Technical Hiring

Best Kubernetes Test for Hiring SRE and DevOps Engineers

ClarityHire Team(Editorial)2026-05-096 min read

Why standard Kubernetes tests fail

Most Kubernetes assessments ask: "What is a StatefulSet?" or "Explain taints and tolerations." These measure memorization, not whether someone can design a cluster that survives node failure, detect when your app is oscillating, or debug why a deployment never stabilizes.

An SRE or DevOps engineer with deep Kubernetes experience knows that the real questions are about operational stability, cost, and debugging production problems under pressure.

Here's what a signal-bearing Kubernetes assessment looks like.

Core skills to assess

1. Cluster design and resilience

Can they design a cluster that survives zone failures?

Assessment question:

"You're running a production workload that must stay up during zone failures. You have a 3-node cluster in a single AZ. What do you change? What are the trade-offs?"

Good answer:

Spread nodes across 3 AZs (at least)
Use PodDisruptionBudgets to prevent cascading failures
Use node affinity to avoid putting all replicas in one zone
Configure health checks for your nodes
Understands the cost trade-off (3x the infrastructure)

Weak answer:

"Just run more replicas" (doesn't address the zone failure)
"Use anti-affinity" (without understanding pod topology spread constraints)

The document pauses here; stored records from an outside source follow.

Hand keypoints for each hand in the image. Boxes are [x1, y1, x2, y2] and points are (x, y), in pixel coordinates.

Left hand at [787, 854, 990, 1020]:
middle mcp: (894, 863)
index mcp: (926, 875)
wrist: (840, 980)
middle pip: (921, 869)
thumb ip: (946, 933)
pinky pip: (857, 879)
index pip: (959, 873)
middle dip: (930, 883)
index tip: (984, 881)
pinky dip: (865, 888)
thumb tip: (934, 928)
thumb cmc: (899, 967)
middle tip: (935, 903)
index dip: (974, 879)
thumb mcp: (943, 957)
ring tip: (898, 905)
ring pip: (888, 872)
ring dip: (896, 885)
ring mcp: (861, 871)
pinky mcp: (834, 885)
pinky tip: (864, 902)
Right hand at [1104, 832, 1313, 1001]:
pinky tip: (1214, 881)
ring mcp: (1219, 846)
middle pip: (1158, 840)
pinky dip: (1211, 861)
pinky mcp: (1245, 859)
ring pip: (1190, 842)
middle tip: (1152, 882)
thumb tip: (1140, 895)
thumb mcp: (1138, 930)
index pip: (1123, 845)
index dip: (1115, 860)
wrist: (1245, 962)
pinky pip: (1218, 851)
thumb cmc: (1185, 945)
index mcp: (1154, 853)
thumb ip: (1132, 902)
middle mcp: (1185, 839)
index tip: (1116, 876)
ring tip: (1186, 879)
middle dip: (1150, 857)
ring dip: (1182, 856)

2. Workload configuration and debugging

Can they configure a workload for production and debug it when it fails?

Assessment question:

"You deployed a new microservice. The deployment shows 3 replicas running, but only 2 are handling traffic. Readiness checks pass. Why might this be happening?"

Good answer considers (in order):

Is the endpoint missing from the service selector? (kubectl get endpoints)
Is the pod network policy blocking traffic?
Is the pod's network interface misconfigured?
Is the load balancer health check different from the readiness check?

This tests systematic debugging, not Kubernetes facts.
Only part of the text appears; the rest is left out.